Marie-Antoine Carême Karema Re degli Chef e Chef dei Re
La storia del cioccolato " histoire du chocolat " Un viaggio attraverso i secoli, dal suo passato mistico all'eleganza delle corti europee. Marie-Antoine Carême Karema uno dei pasticceri più prolifici e inventivi del suo tempo e degli anni successivi, all'avanguardia dell'innovazione nel campo del cioccolato.
Marie-Antoine Carême
Nel 1879, dopo aver creato il suo "Pâtissier National Parisien", Carême aveva incorporato il cioccolato in molti dei suoi magnifici dessert architettonici (grandi composizioni) assemblati con una varietà di ingredienti diversi per fungere da sontuosi centrotavola, spesso decorati con scaglie di zucchero scolpite e raffiguranti edifici classici (la passione particolare di Carême). Aggiungeva crema al cioccolato e panna montata, pasta di mandorle marmorizzata al cioccolato, meringa al cioccolato, glassa al cioccolato, biscotti al cioccolato e pan di Spagna. Aveva capito che la maggior parte delle ricette di pasticcini, torte, dessert, biscotti e caramelle potevano essere farcite o decorate con crema e glassa al cioccolato e che il cioccolato poteva essere incorporato praticamente in qualsiasi impasto base.
Solo il "Re degli Chef e Chef dei Re" poteva innovare davvero nell'arte della pasticceria. Non sorprende quindi che Marie-Antoine Carême , uno dei pasticceri più prolifici e inventivi del suo tempo e degli anni successivi, si sia trovato all'avanguardia dell'innovazione nel campo del cioccolato.
LA STORIA DEL CIOCCOLATO :
Non riesco a staccarmi dai libri di Marie-Antoine Carême . Oltre alle meravigliose ricette, ci sono le sue memorie, i suoi consigli e le sue riflessioni. Ad esempio, sui balli e su quanto fossero mal organizzati (lui riteneva che questo fosse utile per i giovani che vogliono diventare abili pasticceri, e persino per i maestri: possono trarre beneficio dalle sue osservazioni e dai suoi commenti) e ci sono dei veri e propri "resoconti" nella loro forma migliore.

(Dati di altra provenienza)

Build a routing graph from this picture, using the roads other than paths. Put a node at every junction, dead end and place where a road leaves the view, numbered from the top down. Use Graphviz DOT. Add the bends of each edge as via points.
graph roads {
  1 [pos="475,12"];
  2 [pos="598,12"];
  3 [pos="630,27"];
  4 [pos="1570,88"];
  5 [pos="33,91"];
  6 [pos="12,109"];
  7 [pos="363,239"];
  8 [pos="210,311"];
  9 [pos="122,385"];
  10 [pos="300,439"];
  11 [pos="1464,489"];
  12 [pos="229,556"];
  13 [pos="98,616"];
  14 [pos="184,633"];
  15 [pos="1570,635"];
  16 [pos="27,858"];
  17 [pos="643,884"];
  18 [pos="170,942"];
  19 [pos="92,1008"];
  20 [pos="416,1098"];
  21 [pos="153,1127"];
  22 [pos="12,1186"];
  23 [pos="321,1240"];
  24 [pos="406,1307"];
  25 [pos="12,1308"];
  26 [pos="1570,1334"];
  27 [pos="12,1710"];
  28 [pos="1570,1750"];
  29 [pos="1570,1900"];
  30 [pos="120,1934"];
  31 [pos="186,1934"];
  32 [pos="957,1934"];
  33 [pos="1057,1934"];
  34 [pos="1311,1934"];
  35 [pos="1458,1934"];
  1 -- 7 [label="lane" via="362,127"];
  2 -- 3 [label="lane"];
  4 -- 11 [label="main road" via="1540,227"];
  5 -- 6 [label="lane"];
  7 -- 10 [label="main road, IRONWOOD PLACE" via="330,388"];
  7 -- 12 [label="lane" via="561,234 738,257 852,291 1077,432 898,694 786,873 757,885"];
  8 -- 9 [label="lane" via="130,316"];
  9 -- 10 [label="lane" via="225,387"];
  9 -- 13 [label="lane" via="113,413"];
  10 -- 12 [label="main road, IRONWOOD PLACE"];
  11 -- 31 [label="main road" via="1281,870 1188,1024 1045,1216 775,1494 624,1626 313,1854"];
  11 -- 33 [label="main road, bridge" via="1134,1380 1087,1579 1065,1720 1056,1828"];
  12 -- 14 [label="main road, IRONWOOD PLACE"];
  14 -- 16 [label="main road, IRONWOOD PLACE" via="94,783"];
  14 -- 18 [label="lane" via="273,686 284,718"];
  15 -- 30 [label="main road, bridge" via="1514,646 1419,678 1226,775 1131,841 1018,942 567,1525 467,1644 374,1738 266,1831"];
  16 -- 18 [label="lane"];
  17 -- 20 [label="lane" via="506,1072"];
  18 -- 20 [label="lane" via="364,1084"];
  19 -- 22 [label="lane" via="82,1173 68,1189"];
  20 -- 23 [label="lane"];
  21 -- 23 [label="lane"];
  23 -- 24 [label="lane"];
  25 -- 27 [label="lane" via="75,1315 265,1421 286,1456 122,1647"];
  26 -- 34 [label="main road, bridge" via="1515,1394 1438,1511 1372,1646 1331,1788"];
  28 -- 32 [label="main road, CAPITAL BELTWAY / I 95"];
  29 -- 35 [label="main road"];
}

Ma ciò che ha davvero catturato la mia attenzione è stato il capitolo, o meglio, il "Saggio", sul suo lavoro come pasticcere a contratto. È un po' come un racconto tipo "Una giornata nella mia vita". Trovo difficile immaginare come qualcuno possa lavorare a un ritmo simile, con un carico di lavoro del genere, e dormire solo poche ore al giorno. E come sia riuscito a resistere 53 giorni senza riposo a quel ritmo... Ma sì, certo, a quei tempi non c'era la tecnologia a semplificarci la vita, la maggior parte degli strumenti moderni non erano disponibili, nemmeno i forni come li conosciamo oggi.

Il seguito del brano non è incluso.